*What is needed*. Search the records for the string "roads" and copy every line in which it appears.

### Data in this exercise

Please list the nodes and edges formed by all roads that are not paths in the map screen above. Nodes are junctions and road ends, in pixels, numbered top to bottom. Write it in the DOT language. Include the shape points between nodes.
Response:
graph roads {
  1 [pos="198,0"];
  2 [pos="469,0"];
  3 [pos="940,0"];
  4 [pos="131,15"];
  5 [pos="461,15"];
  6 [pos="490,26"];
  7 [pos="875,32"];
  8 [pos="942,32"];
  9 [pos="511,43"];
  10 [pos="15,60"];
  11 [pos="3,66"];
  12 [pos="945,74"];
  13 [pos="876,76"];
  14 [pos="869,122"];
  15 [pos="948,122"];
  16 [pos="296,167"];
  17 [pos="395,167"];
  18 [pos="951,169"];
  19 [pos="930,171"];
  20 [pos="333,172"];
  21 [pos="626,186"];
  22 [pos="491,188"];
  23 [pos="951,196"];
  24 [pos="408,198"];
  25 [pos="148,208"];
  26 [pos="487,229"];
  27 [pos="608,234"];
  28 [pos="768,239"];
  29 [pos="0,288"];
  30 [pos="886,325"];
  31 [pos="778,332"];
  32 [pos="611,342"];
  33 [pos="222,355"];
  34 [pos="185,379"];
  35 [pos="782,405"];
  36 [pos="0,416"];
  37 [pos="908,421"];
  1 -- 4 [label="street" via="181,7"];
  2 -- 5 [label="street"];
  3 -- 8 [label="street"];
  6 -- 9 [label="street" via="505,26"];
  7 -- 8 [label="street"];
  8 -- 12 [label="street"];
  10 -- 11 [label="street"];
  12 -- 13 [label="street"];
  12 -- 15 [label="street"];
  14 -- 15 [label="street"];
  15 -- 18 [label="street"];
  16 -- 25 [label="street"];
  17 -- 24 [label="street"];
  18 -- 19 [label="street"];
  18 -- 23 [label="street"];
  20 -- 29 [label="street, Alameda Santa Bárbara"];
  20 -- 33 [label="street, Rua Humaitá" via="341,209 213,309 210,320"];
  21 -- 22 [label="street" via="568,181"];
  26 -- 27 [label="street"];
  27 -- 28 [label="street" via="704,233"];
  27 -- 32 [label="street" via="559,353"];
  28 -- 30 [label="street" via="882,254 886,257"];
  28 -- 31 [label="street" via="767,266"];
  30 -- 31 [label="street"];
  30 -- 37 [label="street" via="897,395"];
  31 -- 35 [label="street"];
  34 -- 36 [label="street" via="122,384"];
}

######

*Answer for the task*.
Please list the nodes and edges formed by all roads that are not paths in the map screen above. Nodes are junctions and road ends, in pixels, numbered top to bottom. Write it in the DOT language. Include the shape points between nodes.
graph roads {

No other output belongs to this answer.